There’s limited scientific evidence to suggest that Cordyceps directly increases estrogen levels.
However, some studies imply that Cordyceps can support overall hormonal balance, which may indirectly influence estrogen levels (22). This particular cordyceps benefit for females is not well understood and requires further research.
Some animal studies suggest Cordyceps might have the potential to increase testosterone levels, leading to improvements in sexual function and energy. However, more human research is needed to confirm these potential benefits.
Some people may notice benefits within a few days of regular supplementation, while others may take a few weeks to notice any changes. Unlike medications, cordyceps works subtly over time to balance the body and promote overall wellness.
Consuming too much Cordyceps may lead to potential side effects like stomach upset, nausea, or diarrhea.
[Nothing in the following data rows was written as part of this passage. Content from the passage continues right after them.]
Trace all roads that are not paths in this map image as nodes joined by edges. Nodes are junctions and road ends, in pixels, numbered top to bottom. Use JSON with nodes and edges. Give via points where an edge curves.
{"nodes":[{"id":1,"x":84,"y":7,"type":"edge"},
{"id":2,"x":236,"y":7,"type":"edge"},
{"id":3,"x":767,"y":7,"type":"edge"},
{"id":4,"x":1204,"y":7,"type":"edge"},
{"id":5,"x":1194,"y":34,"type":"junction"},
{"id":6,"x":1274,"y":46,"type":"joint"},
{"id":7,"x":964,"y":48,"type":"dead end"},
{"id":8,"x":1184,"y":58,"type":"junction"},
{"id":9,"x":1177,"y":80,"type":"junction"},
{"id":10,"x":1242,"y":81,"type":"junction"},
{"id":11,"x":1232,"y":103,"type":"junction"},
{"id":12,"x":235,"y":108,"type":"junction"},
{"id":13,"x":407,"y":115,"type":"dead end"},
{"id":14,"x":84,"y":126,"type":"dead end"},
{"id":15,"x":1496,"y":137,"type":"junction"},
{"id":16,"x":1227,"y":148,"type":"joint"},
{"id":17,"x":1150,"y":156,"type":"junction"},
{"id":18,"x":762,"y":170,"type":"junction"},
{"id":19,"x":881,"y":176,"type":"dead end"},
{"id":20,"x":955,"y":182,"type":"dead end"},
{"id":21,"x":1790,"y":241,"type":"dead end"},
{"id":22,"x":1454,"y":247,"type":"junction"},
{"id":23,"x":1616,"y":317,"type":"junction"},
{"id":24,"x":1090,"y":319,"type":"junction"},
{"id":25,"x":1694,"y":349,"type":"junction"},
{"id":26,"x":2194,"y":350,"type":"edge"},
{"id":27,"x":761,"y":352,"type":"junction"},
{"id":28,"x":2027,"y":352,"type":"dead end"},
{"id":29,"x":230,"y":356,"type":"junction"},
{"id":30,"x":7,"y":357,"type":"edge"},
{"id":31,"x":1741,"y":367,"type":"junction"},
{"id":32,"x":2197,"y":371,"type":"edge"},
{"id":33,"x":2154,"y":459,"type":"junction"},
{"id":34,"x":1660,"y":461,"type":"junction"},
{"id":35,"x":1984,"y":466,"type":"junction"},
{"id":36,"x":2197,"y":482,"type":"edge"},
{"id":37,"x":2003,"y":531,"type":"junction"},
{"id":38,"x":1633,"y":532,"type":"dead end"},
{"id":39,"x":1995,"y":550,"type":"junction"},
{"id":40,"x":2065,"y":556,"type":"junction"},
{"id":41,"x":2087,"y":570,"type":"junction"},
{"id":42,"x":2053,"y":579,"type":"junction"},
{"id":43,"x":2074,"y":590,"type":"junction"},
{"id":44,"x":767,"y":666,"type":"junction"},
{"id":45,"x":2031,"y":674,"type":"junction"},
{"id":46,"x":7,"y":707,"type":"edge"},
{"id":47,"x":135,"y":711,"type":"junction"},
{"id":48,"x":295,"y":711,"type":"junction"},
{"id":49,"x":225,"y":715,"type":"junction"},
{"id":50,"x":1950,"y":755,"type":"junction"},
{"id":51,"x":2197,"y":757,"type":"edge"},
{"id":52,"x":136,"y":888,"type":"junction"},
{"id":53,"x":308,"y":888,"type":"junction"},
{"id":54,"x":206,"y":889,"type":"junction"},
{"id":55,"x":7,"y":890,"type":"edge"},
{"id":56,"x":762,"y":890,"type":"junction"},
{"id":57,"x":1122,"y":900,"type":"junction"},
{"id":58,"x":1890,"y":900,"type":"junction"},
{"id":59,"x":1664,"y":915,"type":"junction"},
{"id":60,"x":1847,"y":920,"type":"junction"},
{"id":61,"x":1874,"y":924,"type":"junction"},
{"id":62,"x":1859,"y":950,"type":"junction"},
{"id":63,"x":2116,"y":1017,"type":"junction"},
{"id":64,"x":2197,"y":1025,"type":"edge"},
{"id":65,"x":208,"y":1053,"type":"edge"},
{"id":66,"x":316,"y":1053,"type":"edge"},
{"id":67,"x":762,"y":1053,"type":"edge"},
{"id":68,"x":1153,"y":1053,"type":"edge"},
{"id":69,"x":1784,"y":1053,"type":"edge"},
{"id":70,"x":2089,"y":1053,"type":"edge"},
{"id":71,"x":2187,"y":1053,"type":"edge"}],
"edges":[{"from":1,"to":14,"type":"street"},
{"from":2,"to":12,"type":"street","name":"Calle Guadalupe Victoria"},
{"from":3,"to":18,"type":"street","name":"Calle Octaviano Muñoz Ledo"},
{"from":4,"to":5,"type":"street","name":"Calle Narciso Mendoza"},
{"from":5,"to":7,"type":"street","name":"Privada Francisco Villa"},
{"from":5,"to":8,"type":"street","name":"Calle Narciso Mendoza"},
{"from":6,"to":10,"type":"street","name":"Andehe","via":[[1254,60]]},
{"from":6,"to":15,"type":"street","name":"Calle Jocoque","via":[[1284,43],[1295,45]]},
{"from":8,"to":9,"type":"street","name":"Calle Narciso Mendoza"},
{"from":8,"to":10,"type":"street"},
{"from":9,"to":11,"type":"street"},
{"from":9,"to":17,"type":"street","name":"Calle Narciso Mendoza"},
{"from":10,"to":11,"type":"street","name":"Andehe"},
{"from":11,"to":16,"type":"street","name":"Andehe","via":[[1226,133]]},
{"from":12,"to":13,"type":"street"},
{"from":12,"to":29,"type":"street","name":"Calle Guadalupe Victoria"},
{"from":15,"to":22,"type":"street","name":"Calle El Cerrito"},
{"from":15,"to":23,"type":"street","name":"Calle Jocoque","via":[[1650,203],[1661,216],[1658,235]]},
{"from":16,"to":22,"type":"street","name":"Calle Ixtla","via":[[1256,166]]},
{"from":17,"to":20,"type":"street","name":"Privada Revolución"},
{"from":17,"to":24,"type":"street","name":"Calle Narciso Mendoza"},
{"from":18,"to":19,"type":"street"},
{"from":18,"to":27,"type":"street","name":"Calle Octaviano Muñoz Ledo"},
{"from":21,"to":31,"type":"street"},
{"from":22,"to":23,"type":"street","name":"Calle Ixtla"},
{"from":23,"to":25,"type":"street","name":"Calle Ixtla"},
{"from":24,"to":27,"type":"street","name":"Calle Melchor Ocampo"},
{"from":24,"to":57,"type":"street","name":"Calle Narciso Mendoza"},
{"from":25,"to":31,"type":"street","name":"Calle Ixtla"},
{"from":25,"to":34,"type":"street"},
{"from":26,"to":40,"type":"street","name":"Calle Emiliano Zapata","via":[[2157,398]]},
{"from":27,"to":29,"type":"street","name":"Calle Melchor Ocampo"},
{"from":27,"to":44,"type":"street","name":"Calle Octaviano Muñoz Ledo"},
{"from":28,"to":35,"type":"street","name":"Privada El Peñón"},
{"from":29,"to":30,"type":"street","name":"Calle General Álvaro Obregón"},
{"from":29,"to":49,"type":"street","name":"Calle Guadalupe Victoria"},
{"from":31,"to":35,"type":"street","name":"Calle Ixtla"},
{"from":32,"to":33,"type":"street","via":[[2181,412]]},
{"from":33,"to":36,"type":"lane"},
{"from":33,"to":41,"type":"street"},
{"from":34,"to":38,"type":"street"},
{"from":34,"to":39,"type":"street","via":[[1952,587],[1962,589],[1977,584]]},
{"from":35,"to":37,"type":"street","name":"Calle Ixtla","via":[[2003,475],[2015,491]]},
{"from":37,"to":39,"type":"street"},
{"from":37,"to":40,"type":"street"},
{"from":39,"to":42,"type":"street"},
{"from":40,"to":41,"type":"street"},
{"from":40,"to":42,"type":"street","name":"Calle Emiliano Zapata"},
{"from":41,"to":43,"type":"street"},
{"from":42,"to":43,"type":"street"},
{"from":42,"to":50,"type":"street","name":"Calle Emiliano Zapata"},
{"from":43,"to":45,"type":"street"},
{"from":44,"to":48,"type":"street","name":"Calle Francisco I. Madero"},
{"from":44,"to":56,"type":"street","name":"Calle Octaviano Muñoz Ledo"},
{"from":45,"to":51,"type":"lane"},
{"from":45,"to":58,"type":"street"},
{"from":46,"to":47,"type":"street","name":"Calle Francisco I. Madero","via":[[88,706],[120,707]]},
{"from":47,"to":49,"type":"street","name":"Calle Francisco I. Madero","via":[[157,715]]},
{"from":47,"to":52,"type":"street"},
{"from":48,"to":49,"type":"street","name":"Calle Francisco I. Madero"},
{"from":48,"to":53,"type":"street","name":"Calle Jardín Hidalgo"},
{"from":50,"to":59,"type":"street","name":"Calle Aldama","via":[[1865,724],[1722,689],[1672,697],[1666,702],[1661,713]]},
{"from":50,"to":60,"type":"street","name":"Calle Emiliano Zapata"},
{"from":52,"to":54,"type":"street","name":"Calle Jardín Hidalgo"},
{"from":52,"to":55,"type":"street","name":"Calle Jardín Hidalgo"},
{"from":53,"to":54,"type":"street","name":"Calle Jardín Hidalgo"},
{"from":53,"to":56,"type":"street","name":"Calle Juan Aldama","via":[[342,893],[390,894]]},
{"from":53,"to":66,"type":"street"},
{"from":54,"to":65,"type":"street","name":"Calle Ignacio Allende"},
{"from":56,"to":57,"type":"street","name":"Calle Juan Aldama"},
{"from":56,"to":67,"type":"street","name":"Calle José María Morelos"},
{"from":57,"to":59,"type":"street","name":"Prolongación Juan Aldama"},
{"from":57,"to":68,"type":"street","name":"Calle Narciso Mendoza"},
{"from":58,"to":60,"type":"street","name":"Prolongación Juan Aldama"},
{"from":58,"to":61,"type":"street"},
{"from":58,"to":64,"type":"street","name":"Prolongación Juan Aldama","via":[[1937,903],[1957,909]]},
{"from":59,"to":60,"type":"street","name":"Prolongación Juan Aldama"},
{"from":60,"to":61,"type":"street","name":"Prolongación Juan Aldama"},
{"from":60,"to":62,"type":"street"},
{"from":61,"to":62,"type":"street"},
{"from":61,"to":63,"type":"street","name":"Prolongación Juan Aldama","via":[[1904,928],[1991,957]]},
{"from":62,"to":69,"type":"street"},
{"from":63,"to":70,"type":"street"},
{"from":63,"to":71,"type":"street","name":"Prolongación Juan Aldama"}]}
In rare instances, overconsumption could potentially trigger allergic reactions, especially in those with sensitivities to mushrooms.
There is no evidence to suggest that cordyceps infects the human brain. In fact, some studies have shown that cordyceps may have neuroprotective effects and potentially help with memory and cognitive function (18) (19).
This myth likely stems from the cordyceps fungus’ parasitic lifestyle, where it infects and takes over the bodies of insects. Popular TV shows and movies have likely perpetuated this misconception, but there is no scientific evidence to support it.
Cordyceps is a fascinating and complex organism that has captured the attention of both researchers and health enthusiasts. While it may have potential benefits for the body, more research is needed to fully understand its effects and how it can be used in various health conditions.
Caution should be exercised when using cordyceps, particularly in individuals with preexisting health conditions or those taking medications.
That said, the future of cordyceps as a therapeutic agent looks promising and could potentially offer many benefits for our overall health and well-being.